Problem to work on » Search the listing below for the string "Strada" and copy every line where it occurs.

Provided information »
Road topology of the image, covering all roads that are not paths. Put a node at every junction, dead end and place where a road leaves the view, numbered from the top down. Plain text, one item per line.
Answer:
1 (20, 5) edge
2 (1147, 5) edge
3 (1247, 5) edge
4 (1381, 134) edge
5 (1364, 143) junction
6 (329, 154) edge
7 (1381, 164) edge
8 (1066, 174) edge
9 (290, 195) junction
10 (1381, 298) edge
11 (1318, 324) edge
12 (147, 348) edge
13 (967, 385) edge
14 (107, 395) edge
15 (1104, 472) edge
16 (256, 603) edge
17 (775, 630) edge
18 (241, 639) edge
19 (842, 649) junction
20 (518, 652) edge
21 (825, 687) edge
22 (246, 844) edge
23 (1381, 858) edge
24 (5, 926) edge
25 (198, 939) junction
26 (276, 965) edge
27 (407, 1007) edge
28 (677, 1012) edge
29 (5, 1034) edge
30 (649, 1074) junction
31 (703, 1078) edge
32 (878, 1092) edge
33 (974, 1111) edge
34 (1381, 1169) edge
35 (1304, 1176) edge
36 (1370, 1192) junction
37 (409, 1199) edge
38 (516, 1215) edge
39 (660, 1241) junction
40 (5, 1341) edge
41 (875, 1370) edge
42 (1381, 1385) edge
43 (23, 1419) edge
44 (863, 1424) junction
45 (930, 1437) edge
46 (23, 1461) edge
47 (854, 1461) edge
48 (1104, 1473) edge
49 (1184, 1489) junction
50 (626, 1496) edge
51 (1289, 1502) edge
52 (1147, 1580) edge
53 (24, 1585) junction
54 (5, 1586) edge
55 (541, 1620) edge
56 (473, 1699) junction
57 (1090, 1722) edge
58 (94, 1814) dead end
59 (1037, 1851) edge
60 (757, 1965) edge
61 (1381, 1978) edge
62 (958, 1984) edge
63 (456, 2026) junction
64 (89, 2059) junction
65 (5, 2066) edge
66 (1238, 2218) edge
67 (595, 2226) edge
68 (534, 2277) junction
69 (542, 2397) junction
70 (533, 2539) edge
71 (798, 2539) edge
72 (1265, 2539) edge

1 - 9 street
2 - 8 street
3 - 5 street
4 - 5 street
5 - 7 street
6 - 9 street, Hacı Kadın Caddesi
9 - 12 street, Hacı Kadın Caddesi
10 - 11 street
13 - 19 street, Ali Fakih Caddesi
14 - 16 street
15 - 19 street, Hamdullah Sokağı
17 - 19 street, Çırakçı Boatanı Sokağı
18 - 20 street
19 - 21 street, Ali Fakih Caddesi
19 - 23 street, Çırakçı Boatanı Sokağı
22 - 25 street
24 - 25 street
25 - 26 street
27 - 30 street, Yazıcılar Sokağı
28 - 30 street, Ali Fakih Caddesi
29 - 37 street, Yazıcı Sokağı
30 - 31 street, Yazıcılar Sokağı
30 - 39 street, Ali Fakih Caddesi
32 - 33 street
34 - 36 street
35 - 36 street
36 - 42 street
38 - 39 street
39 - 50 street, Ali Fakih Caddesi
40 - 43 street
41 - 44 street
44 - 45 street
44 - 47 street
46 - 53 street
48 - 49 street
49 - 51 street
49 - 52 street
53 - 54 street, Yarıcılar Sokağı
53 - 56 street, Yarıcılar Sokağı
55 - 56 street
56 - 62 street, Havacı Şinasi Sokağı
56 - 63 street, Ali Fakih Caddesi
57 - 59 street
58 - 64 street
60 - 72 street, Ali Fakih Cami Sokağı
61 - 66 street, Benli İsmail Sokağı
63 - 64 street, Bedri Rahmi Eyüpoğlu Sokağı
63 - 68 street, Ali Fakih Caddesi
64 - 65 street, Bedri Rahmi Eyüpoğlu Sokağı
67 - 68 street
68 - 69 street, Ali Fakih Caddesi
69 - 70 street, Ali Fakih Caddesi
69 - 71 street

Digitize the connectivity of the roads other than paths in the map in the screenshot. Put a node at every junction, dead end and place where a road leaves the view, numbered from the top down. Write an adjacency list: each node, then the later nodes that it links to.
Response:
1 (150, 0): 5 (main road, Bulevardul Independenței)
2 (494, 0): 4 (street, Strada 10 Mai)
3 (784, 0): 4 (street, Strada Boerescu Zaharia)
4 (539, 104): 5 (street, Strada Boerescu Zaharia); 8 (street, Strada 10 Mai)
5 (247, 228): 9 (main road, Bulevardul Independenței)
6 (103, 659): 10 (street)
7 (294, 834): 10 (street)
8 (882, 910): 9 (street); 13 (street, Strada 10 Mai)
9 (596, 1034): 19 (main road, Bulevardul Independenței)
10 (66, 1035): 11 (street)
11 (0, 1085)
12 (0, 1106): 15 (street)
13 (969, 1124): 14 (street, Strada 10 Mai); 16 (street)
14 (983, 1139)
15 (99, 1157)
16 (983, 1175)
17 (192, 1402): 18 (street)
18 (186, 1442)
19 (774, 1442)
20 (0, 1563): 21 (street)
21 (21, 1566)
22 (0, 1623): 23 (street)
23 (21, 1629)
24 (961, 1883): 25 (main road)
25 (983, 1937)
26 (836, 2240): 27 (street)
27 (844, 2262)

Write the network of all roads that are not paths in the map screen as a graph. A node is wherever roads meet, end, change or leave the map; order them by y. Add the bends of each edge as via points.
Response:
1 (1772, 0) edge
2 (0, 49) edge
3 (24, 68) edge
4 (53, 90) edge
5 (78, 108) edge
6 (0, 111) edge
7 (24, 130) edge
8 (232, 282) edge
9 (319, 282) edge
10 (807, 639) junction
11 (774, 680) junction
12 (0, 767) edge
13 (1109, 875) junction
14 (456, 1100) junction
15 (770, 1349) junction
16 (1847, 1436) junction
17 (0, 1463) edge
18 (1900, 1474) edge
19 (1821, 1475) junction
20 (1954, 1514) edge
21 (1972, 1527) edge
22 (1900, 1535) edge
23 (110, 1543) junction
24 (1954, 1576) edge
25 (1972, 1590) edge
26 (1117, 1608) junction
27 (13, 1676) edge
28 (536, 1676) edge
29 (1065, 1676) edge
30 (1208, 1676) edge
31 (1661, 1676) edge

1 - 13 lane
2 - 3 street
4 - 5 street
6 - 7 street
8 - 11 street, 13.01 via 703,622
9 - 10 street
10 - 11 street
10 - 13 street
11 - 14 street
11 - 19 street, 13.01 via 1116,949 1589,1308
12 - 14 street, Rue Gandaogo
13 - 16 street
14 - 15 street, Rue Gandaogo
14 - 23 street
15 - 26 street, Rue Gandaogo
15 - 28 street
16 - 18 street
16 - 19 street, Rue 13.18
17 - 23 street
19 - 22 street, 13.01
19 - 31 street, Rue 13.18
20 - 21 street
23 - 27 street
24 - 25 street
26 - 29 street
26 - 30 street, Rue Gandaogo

Expected answer »
2 (494, 0): 4 (street, Strada 10 Mai)
3 (784, 0): 4 (street, Strada Boerescu Zaharia)
4 (539, 104): 5 (street, Strada Boerescu Zaharia); 8 (street, Strada 10 Mai)
8 (882, 910): 9 (street); 13 (street, Strada 10 Mai)
13 (969, 1124): 14 (street, Strada 10 Mai); 16 (street)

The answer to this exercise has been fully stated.